-
Notifications
You must be signed in to change notification settings - Fork 626
Description
Contributing guidelines
- I've read the contributing guidelines and wholeheartedly agree
I've found a bug and checked that ...
- ... the documentation does not mention anything about my problem
- ... there are no open or closed issues that are related to my problem
Description
In our CI we setup buildx builder with 2 nodes - arm64 and amd64 to build multi-arch docker images. CI runs docker inspect --bootstrap to check that both of them are up and ready. When one node fails (because of a timeout) the inspect command ignores it, prints the summary and completes with exit code 0.
Expected behaviour
docker inspect --bootstrap should exit with non-zero exit-code when one of the nodes fails to start. When command fails it's possible to catch a non-zero status code and retry bootstraping the nodes.
Actual behaviour
When single node fails the driver.Boot returns an error which is stored in the channel errCh. printer.Wait() never returns an error. So err is nil and len(errCh) == 1. So the last return statement is executed with true, nil. For more details see my gist with minimal reproducible example.

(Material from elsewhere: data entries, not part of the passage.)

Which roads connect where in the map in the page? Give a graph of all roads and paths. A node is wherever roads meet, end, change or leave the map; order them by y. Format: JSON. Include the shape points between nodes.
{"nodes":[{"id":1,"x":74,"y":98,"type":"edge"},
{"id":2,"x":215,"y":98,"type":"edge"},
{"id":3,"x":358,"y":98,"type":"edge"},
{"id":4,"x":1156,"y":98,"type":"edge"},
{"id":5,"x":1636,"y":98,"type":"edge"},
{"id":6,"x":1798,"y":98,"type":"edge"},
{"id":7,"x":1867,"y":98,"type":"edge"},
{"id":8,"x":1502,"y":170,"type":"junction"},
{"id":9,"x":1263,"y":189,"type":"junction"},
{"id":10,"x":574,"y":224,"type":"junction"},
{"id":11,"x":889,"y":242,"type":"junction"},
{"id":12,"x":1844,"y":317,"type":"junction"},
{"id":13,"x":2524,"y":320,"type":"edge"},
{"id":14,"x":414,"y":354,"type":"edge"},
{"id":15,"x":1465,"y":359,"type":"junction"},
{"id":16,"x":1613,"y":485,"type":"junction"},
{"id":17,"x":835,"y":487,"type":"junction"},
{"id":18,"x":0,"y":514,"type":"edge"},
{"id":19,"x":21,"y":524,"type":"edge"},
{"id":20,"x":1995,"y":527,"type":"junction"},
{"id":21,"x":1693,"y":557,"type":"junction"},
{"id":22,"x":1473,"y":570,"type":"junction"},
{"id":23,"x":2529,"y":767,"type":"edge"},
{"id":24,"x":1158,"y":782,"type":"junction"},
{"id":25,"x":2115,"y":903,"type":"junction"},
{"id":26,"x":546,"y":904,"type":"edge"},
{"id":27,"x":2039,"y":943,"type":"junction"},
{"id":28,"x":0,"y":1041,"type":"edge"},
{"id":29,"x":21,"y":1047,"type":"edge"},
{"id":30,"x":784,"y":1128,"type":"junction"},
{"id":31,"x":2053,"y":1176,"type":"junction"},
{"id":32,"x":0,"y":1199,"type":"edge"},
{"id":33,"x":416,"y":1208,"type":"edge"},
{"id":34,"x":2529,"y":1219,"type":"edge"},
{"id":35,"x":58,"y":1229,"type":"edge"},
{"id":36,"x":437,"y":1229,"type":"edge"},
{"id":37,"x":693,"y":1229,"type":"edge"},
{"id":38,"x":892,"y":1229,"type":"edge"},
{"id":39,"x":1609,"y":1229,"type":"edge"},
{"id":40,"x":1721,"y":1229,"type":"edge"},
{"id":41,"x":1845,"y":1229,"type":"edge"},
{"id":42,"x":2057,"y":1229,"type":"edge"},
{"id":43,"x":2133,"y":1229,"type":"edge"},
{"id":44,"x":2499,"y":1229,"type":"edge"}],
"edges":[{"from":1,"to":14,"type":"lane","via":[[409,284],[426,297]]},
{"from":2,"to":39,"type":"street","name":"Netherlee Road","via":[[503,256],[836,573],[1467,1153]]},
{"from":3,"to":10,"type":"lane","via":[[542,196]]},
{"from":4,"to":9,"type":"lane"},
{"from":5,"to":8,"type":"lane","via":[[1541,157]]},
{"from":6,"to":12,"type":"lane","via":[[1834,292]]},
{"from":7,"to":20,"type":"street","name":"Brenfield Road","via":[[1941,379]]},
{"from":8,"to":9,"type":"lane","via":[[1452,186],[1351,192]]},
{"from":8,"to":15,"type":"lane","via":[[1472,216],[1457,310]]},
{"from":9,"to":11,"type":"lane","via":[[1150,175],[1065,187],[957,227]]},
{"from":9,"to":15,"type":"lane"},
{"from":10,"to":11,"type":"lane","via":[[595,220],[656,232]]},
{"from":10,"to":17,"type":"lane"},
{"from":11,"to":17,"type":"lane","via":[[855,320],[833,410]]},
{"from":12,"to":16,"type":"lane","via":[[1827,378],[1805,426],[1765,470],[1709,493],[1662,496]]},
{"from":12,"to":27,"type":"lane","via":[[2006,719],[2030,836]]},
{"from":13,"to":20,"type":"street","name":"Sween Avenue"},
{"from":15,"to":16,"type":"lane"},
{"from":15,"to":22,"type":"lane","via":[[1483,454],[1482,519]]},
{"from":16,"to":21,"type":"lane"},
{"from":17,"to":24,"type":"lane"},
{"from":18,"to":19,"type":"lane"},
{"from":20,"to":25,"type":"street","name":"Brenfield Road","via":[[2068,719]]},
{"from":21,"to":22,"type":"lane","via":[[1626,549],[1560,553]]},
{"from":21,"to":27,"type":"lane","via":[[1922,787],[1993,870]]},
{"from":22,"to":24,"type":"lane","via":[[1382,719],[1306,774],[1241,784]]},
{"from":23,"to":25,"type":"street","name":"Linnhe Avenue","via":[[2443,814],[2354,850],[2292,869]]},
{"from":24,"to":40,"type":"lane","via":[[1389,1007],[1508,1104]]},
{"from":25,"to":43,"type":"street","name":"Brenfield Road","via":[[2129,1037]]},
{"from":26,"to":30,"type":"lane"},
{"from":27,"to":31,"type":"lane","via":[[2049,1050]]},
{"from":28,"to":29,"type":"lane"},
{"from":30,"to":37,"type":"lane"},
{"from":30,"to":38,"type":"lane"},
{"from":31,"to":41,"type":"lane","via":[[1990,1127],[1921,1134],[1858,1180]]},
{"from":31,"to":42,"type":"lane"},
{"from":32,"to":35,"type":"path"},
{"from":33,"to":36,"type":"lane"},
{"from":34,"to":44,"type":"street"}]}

Lines 178 to 206 in 65c4756
| baseCtx := ctx | |
| eg, _ := errgroup.WithContext(ctx) | |
| errCh := make(chan error, len(toBoot)) | |
| for _, idx := range toBoot { | |
| func(idx int) { | |
| eg.Go(func() error { | |
| pw := progress.WithPrefix(printer, b.NodeGroup.Nodes[idx].Name, len(toBoot) > 1) | |
| _, err := driver.Boot(ctx, baseCtx, b.nodes[idx].Driver, pw) | |
| if err != nil { | |
| b.nodes[idx].Err = err | |
| errCh <- err | |
| } | |
| return nil | |
| }) | |
| }(idx) | |
| } | |
| err = eg.Wait() | |
| close(errCh) | |
| err1 := printer.Wait() | |
| if err == nil { | |
| err = err1 | |
| } | |
| if err == nil && len(errCh) == len(toBoot) { | |
| return false, <-errCh | |
| } | |
| return true, err | |
| } |
printer.Wait():
buildx/util/progress/printer.go
Lines 39 to 45 in 65c4756
| func (p *Printer) Wait() error { | |
| p.closeOnce.Do(func() { | |
| close(p.status) | |
| <-p.done | |
| }) | |
| return p.err | |
| } |
pw.err is assigned here
buildx/util/progress/printer.go
Line 133 in 65c4756
| pw.warnings, pw.err = d.UpdateFrom(ctx, pw.status) |
but UpdateFrom never sets the error, except the ctx.Done case.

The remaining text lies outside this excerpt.